Posted by "chenboat (via GitHub)" <gi...@apache.org>.
chenboat commented on issue #12513:
URL: https://github.com/apache/pinot/issues/12513#issuecomment-1972172243

   My proposal is to use number of *bytes* consumed in the previous segment instead of the number of *rows* consumed to determine the current segment consumption target.
   
   In particular, 
   (1) The number of bytes consumed is recorded as part of the zkMetadata per segments
   (2) When a new segment is created, there is a new mode/config to allow the segment to consume until the byte limit.
   (3) When one server replica reaches that limit, it will commit the segment.
   (4) The rest of the replicas will download and replace their current segments.


-- 
This is an automated message from the Apache Git Service.
To respond to the message, please log on to GitHub and use the
URL above to go to the specific comment.

To unsubscribe, e-mail: commits-unsubscribe@pinot.apache.org

For queries about this service, please contact Infrastructure at:
users@infra.apache.org


---------------------------------------------------------------------
To unsubscribe, e-mail: commits-unsubscribe@pinot.apache.org
For additional commands, e-mail: commits-help@pinot.apache.org


Re: [I] Auto-tuning Pinot real-time segment size based on actual stream data consumption [pinot]

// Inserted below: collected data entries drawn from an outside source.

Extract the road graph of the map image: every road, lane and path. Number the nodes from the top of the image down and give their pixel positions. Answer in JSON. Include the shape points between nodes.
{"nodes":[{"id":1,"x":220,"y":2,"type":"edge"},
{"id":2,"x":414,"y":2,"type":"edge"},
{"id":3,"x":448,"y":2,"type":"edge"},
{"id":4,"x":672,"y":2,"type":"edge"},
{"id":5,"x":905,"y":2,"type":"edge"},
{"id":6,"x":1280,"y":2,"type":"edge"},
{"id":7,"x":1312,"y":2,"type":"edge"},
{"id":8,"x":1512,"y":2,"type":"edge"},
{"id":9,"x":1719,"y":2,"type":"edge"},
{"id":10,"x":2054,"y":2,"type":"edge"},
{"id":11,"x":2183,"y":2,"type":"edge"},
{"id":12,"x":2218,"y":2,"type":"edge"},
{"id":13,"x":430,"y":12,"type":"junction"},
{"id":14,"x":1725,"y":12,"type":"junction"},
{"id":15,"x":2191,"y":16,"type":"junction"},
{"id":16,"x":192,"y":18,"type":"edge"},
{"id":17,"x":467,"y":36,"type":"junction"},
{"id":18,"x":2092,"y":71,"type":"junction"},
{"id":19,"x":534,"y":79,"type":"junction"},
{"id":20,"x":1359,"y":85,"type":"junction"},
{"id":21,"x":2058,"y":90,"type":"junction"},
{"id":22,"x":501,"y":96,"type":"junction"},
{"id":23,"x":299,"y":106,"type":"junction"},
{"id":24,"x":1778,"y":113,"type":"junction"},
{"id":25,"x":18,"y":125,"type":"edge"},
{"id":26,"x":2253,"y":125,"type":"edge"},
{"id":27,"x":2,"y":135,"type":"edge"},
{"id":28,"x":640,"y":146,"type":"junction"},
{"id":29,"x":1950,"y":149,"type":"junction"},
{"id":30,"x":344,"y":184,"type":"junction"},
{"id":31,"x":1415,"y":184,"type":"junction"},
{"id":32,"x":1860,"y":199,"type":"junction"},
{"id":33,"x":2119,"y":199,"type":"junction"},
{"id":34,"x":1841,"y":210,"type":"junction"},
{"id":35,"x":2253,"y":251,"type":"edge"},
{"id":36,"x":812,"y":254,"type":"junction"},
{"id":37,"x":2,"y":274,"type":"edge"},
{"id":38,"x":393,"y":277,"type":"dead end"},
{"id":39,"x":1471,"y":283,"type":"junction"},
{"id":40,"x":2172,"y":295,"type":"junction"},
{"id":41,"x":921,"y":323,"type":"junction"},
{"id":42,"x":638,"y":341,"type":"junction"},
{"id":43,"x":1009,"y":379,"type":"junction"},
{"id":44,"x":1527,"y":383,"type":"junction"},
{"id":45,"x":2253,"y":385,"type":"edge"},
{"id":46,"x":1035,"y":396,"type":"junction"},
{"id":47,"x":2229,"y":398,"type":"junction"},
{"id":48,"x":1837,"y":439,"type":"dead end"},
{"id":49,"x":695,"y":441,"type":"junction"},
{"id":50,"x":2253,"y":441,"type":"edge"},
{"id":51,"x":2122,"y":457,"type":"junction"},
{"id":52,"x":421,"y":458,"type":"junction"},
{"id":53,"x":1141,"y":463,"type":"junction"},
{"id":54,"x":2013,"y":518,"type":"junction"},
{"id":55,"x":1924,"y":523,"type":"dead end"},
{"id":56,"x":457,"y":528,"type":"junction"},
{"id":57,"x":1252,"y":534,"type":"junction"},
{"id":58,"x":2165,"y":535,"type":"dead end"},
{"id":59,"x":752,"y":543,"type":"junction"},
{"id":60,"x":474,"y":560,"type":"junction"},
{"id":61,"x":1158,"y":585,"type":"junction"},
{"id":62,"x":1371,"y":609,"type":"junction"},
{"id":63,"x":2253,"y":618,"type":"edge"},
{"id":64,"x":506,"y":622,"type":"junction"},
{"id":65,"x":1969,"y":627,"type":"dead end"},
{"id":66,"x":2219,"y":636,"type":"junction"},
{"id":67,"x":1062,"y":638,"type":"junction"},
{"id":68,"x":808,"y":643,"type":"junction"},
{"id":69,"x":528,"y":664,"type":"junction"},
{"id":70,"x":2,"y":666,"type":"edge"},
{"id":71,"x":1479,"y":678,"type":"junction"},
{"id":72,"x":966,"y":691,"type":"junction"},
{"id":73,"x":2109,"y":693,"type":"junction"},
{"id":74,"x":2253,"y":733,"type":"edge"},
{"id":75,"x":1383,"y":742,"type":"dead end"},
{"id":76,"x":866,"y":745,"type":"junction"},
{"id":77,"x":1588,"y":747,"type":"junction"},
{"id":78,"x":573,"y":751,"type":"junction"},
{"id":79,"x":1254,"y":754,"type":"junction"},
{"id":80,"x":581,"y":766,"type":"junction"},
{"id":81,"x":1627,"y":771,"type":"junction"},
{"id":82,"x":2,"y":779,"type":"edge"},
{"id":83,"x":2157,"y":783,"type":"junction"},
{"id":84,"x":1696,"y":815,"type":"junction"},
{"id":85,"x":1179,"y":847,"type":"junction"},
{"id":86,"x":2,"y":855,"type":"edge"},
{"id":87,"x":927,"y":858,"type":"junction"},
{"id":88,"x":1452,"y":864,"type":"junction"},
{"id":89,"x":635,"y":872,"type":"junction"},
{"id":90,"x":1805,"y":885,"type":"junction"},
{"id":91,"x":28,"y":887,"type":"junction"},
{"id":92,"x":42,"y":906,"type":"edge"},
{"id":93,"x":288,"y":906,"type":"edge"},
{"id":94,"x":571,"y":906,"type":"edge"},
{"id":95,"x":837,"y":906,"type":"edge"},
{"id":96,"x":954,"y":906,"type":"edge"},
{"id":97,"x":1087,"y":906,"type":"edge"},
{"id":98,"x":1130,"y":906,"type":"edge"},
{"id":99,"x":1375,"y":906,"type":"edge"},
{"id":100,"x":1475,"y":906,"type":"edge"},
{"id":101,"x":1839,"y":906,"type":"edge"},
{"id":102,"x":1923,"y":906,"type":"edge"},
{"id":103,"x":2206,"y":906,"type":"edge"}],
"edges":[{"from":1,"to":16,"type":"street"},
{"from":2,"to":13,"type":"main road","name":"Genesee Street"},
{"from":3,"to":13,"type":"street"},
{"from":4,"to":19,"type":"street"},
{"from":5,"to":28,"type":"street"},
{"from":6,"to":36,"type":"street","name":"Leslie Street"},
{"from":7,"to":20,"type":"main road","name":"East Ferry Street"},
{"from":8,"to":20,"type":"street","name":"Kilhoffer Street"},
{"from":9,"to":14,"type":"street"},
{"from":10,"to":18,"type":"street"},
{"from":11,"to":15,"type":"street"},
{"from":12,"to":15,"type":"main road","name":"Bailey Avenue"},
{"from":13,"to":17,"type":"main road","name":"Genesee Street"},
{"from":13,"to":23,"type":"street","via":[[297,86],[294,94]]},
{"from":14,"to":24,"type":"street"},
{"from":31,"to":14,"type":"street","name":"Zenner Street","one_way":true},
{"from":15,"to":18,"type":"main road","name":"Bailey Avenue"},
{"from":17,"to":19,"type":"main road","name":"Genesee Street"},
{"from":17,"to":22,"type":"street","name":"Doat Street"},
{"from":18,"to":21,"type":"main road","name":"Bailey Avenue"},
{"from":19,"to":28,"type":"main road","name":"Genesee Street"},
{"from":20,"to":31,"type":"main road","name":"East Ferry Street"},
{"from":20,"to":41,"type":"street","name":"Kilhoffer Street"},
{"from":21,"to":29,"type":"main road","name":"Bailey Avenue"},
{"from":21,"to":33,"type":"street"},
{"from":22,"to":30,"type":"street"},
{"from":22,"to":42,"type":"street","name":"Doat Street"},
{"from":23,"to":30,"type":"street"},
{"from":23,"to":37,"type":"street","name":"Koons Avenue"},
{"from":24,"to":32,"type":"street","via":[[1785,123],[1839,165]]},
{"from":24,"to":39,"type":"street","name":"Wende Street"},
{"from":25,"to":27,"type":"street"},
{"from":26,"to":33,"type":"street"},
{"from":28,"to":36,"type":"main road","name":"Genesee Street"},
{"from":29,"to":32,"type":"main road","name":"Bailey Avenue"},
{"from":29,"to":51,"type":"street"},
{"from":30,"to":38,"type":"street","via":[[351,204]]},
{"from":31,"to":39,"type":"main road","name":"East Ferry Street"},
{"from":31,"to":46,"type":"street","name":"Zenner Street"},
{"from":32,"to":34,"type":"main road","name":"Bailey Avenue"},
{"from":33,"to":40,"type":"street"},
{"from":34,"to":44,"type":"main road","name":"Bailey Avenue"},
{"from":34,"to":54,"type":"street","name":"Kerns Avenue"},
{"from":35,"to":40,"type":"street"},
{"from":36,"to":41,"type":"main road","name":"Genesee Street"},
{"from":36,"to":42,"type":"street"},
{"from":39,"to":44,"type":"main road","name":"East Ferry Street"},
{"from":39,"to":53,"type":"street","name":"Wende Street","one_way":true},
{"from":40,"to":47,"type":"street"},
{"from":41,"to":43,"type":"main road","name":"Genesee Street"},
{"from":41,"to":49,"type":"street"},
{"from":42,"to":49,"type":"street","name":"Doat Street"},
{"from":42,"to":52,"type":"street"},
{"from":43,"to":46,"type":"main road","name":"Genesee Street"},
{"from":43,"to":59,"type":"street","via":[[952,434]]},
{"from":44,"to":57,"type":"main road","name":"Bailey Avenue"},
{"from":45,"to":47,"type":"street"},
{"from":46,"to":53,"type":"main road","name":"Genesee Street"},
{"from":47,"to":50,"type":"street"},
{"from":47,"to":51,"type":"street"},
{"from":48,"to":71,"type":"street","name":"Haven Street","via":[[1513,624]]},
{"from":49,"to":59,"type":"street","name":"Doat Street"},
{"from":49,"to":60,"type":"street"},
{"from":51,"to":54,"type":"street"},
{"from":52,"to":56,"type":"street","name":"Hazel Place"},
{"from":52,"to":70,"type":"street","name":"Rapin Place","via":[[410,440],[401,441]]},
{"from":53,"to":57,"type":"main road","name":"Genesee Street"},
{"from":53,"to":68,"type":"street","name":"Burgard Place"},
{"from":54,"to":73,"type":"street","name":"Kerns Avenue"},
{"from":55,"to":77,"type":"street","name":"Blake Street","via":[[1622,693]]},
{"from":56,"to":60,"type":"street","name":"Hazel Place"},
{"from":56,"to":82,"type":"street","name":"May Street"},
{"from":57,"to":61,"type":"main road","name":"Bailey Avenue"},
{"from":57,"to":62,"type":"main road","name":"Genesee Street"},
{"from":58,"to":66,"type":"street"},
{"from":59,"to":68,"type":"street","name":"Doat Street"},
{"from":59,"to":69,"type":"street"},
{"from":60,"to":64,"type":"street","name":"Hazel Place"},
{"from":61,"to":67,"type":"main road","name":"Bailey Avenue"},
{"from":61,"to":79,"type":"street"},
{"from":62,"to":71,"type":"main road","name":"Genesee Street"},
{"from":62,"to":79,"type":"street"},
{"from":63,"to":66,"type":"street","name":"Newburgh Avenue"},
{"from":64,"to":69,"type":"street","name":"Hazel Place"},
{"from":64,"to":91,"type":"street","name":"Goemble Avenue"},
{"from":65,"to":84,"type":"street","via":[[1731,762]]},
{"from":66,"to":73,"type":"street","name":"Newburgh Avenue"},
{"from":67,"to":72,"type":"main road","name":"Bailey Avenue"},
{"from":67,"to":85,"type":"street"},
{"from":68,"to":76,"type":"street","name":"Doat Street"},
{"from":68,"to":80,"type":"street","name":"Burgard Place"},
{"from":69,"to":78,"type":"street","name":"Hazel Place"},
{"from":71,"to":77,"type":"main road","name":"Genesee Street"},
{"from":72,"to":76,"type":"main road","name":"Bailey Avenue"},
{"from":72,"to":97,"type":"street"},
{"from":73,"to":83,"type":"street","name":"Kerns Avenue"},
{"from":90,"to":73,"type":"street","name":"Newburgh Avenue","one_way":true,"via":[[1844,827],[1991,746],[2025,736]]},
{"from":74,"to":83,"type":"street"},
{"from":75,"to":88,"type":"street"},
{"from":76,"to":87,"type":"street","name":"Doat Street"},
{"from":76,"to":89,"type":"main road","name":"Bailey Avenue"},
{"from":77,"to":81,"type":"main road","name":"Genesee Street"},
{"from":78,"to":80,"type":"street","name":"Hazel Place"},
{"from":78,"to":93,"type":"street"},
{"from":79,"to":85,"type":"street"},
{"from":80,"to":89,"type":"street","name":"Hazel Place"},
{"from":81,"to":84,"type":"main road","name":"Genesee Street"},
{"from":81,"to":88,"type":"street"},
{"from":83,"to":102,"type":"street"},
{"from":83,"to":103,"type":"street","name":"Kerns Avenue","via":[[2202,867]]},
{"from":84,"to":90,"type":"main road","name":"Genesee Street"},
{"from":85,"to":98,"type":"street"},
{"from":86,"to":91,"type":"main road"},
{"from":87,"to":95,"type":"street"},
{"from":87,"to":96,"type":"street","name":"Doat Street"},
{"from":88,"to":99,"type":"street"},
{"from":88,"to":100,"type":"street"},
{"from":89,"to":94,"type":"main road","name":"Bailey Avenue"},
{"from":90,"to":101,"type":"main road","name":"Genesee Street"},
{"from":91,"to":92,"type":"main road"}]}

Posted by "Jackie-Jiang (via GitHub)" <gi...@apache.org>.
Jackie-Jiang commented on issue #12513:
URL: https://github.com/apache/pinot/issues/12513#issuecomment-1970166086

   The challenge here is how to estimate the segment size during consumption. Do you have a solution in mind?


-- 
This is an automated message from the Apache Git Service.
To respond to the message, please log on to GitHub and use the
URL above to go to the specific comment.

To unsubscribe, e-mail: commits-unsubscribe@pinot.apache.org

For queries about this service, please contact Infrastructure at:
users@infra.apache.org


---------------------------------------------------------------------
To unsubscribe, e-mail: commits-unsubscribe@pinot.apache.org
For additional commands, e-mail: commits-help@pinot.apache.org


Re: [I] Auto-tuning Pinot real-time segment size based on actual stream data consumption [pinot]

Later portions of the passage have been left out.